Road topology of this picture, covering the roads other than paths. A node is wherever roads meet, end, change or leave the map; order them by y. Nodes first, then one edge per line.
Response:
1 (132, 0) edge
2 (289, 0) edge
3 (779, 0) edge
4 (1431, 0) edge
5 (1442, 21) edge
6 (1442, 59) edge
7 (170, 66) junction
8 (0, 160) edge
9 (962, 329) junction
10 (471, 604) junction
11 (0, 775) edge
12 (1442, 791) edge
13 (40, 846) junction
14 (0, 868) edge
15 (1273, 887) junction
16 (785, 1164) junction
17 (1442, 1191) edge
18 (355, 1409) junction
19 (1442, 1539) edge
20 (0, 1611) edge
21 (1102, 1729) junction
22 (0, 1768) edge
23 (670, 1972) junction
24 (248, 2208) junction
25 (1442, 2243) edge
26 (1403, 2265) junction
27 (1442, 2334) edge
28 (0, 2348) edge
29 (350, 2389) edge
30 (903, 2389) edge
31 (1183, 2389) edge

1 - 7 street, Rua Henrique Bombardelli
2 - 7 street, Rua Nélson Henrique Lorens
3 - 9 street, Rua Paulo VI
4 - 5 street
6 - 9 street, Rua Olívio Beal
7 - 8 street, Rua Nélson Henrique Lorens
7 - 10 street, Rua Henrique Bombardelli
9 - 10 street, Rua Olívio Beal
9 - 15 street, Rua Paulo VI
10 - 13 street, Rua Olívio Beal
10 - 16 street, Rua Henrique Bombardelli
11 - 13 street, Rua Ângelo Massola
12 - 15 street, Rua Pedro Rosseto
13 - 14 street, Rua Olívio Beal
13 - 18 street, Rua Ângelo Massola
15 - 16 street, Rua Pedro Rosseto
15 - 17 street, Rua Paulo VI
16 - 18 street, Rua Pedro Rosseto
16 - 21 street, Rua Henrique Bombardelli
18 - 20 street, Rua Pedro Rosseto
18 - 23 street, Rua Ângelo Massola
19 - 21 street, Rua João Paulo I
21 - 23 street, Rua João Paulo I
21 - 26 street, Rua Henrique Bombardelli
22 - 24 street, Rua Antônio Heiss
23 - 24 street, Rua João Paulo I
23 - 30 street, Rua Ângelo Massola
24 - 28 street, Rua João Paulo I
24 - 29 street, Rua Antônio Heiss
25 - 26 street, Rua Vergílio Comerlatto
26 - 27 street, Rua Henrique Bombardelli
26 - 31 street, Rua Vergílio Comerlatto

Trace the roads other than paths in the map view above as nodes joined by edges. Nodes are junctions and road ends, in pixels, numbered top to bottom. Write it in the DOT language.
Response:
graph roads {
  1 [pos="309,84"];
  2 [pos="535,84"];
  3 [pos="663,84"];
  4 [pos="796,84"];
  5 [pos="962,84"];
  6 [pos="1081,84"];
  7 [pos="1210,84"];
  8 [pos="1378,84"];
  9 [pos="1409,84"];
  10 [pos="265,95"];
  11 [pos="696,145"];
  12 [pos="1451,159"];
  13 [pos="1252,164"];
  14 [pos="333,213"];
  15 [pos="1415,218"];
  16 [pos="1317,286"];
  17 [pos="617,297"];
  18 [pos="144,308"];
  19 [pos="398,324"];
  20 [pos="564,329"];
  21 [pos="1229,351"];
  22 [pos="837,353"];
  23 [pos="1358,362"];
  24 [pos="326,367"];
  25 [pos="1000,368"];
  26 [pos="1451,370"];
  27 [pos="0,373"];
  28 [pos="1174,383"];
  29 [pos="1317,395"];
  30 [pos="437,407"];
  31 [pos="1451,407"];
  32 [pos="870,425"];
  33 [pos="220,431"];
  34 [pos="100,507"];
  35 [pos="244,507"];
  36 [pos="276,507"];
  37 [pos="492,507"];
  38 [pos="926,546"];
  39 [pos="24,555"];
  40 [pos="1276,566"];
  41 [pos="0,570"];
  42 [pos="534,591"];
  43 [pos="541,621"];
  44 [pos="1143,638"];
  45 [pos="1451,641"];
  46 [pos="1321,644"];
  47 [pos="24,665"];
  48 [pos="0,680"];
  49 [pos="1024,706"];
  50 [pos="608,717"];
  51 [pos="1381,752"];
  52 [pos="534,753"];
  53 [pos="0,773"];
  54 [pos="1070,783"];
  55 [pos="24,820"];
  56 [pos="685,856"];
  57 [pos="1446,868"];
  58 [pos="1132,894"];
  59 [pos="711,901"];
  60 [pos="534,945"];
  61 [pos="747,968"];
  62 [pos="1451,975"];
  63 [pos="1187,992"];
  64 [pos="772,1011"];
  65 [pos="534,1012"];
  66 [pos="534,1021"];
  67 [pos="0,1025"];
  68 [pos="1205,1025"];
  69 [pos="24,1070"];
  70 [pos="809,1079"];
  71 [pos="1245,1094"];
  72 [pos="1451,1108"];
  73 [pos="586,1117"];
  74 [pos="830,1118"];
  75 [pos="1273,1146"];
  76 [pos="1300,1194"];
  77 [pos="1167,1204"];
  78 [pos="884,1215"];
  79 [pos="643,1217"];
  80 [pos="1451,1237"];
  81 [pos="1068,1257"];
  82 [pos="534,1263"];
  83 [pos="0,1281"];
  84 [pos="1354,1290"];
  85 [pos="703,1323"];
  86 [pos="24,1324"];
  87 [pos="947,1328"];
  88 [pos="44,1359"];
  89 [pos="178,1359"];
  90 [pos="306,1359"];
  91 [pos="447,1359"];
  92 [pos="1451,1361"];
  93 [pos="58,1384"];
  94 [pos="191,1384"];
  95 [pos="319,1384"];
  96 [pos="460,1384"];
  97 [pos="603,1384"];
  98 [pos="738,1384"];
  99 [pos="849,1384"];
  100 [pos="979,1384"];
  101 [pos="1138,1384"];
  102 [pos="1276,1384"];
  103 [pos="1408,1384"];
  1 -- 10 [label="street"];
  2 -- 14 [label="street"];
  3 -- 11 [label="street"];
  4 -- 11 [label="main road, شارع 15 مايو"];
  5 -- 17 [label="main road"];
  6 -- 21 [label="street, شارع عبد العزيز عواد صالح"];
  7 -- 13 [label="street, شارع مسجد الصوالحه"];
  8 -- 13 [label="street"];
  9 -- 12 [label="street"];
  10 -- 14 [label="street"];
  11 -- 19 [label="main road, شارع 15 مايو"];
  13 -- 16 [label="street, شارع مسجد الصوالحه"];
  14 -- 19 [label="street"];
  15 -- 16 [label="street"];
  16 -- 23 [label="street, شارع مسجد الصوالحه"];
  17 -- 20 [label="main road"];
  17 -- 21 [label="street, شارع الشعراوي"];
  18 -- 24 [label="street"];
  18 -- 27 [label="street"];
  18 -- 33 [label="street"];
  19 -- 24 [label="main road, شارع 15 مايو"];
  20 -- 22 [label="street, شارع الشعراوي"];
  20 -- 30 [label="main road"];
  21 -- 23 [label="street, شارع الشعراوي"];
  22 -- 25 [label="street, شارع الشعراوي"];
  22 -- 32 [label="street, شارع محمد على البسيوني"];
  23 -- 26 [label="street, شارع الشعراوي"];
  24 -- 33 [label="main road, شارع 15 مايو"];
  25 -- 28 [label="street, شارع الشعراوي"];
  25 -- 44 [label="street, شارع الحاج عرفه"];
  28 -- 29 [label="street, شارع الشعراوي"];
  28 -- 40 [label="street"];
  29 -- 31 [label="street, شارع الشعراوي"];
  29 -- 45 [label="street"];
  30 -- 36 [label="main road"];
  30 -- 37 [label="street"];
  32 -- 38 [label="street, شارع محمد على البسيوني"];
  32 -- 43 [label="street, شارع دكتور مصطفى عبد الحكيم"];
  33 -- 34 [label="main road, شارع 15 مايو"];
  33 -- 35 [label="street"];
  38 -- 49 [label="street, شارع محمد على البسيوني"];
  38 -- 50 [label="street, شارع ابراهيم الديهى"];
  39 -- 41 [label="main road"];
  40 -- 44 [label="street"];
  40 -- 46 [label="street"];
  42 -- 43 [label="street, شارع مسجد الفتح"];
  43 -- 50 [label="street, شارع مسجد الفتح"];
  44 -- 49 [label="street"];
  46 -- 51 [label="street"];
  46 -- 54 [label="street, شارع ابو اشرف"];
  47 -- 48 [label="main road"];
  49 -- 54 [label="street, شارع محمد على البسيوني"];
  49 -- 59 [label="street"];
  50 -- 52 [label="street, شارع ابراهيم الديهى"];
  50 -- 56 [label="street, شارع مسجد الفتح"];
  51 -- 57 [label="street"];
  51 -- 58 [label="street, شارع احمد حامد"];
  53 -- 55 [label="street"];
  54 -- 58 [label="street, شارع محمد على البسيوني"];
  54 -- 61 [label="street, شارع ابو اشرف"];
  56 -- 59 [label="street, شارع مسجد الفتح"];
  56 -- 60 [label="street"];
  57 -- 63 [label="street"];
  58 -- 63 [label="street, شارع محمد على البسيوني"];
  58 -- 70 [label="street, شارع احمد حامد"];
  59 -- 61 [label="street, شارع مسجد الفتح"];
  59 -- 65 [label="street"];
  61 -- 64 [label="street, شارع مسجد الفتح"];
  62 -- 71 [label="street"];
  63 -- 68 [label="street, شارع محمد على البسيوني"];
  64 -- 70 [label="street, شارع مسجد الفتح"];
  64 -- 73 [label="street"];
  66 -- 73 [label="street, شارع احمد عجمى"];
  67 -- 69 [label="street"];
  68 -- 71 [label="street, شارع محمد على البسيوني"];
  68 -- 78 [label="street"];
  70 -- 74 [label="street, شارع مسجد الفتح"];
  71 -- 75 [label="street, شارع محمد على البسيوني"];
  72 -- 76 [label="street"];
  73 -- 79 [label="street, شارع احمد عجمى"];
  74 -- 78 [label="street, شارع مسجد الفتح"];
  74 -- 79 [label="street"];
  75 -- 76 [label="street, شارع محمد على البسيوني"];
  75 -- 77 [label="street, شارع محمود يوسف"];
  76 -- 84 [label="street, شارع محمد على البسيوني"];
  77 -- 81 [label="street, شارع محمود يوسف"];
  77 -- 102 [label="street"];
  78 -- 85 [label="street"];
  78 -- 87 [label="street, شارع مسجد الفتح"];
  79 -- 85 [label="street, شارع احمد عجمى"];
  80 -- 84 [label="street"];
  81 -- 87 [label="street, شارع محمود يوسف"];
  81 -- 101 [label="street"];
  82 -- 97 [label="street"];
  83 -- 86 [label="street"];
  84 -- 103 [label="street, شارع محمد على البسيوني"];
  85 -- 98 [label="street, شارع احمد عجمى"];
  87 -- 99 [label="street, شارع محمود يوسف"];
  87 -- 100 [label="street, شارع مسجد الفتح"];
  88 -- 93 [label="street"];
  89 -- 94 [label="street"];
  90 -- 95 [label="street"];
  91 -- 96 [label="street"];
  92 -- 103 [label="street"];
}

——————————

**Exercise directions:**
Only the number is needed here: how many lines of the listing include "Nodes"?

**Answer below:**
2